Philippa felt her heart sink lower than it already was—if that were possible. She had hoped for an ugly, boorish, ill-bred, unkempt, bad-tempered man, even though Mrs. Pearl had described him quite otherwise. She would have felt pity for such a man, she supposed, for she could not imagine an affliction much worse than blindness. But at least then her mama and papa would have recognized his unsuitability as a husband for her and would have found a way of rescuing her. They loved her, after all. They wanted a happy marriage for her as well as an eligible one.

He was not boorish. He proceeded to converse with her parents, asking them about their journey, hoping it had not been tedious. He apologized for bringing them away from London at a time when they—and Miss Dean—must have been enjoying the social entertainments of the Season. He hoped their stay at Middlebury Park and the company of friends would atone for what they would miss in town.

Viscount Darleigh was charming as well as handsome, and he had the uncanny ability to look in the direction of the person who was speaking almost as if he could see that person. He moved about with the aid of a cane but with surprising confidence. It was clear that he had learned how to cope with his blindness at least within the confines of his own home.

If circumstances had been different, Philippa admitted through the rest of the day, she might well have been happy to fall in love with Vincent Hunt, Viscount Darleigh.

But her heart was already taken.

She noticed a few interesting things about him, perhaps because she was observing him so closely, desperately hoping to find a way out of having to marry him.

He did not like being treated as a blind man. The solicitude with which his mother and sisters treated him annoyed him.
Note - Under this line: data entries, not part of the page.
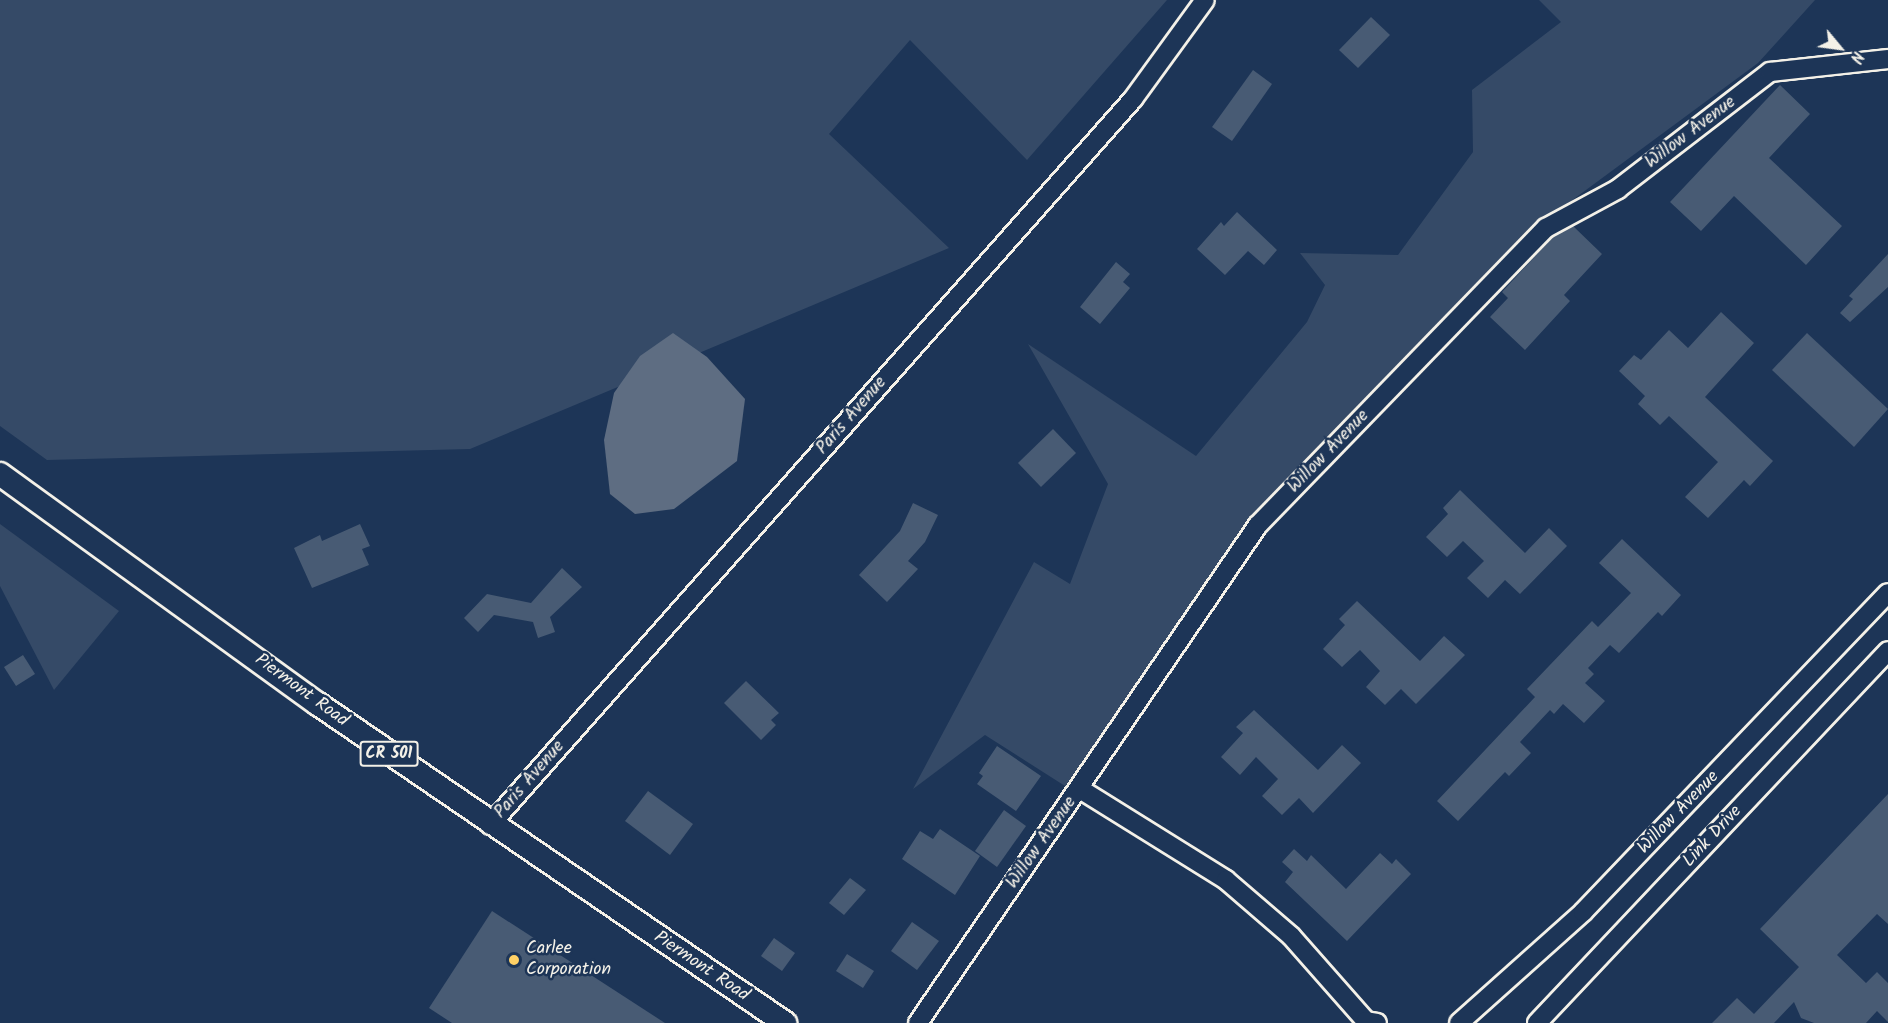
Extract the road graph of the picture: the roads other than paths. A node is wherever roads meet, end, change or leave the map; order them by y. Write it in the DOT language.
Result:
graph roads {
  1 [pos="1205,0"];
  2 [pos="1888,59"];
  3 [pos="0,474"];
  4 [pos="1888,593"];
  5 [pos="1888,651"];
  6 [pos="1080,789"];
  7 [pos="490,825"];
  8 [pos="1370,1022"];
  9 [pos="785,1023"];
  10 [pos="918,1023"];
  11 [pos="1459,1023"];
  12 [pos="1537,1023"];
  1 -- 7 [label="street, Paris Avenue"];
  2 -- 6 [label="street, Willow Avenue"];
  3 -- 7 [label="main road, Piermont Road / CR 501"];
  4 -- 11 [label="street, Willow Avenue"];
  5 -- 12 [label="street, Link Drive"];
  6 -- 8 [label="street"];
  6 -- 10 [label="street, Willow Avenue"];
  7 -- 9 [label="main road, Piermont Road / CR 501"];
}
She was not quite sure how she knew it, for he was careful to smile at them and thank them each time they did something for him. But she did know it, just as she knew that he was irritated by the way their voices changed when they spoke to him. They spoke gently, as one would speak to a child or an invalid. They tended to use the same phrases rather frequently—I understand and I do not mind—to assure him that tending to him was no trouble at all. But Philippa could see his lips slightly thinning each time. It was bothersome to him, if not to them.

And the suspicion grew upon her as that first day and then the next went by that the idea of finding him a bride, of bringing her here for his approval, had not been his. He had five close female relatives—mother, grandmother, and sisters—all of whom clearly adored him and would give their lives for him if such a sacrifice were ever called for. They were smothering him. And now they wanted a wife for him so that she would smother him with love and care too.

Poor gentleman!

How could she escape becoming that wife?

How could she get back to London before Julian arrived there and left again? Had her letter reached him in time, before he left home? What if it had not? What would he think if he arrived in London and she was not there? They had waited two years. And happiness had been so nearly within their grasp at last. But nearly was not close enough. There is many a slip twixt cup and lip. She wished her grandmother had not always been so ready with those old adages.
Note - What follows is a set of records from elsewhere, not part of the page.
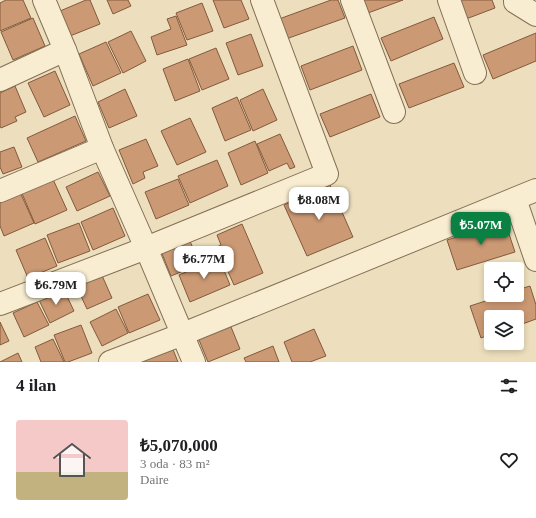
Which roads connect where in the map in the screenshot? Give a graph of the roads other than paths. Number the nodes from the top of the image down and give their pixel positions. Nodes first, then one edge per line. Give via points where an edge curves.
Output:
1 (44, 0) edge
2 (262, 0) edge
3 (352, 0) edge
4 (449, 0) edge
5 (515, 0) edge
6 (536, 15) edge
7 (65, 50) junction
8 (475, 73) dead end
9 (0, 80) edge
10 (394, 112) dead end
11 (102, 148) junction
12 (536, 190) edge
13 (0, 191) edge
14 (515, 199) junction
15 (146, 248) junction
16 (536, 260) edge
17 (0, 304) edge
18 (183, 334) junction
19 (110, 362) edge
20 (194, 362) edge

1 - 7 street
2 - 15 street via 327,174
3 - 10 street
4 - 8 street
5 - 6 street
7 - 9 street
7 - 11 street
11 - 13 street
11 - 15 street
12 - 14 street
14 - 16 street
14 - 18 street
15 - 17 street
15 - 18 street
18 - 19 street
18 - 20 street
The trouble was that the stay at Middlebury Park really was pleasant. It was pleasant to be treated as an adult at last, to be included in conversations, to have her comments and opinions both solicited and listened to.

But all too often she was pushed into Viscount Darleigh’s sole company, even if they were in a room with others, as they almost always were. Mama was always punctilious about her being properly chaperoned. But everyone, Mama included, contrived ways of allowing them to conduct an almost private conversation.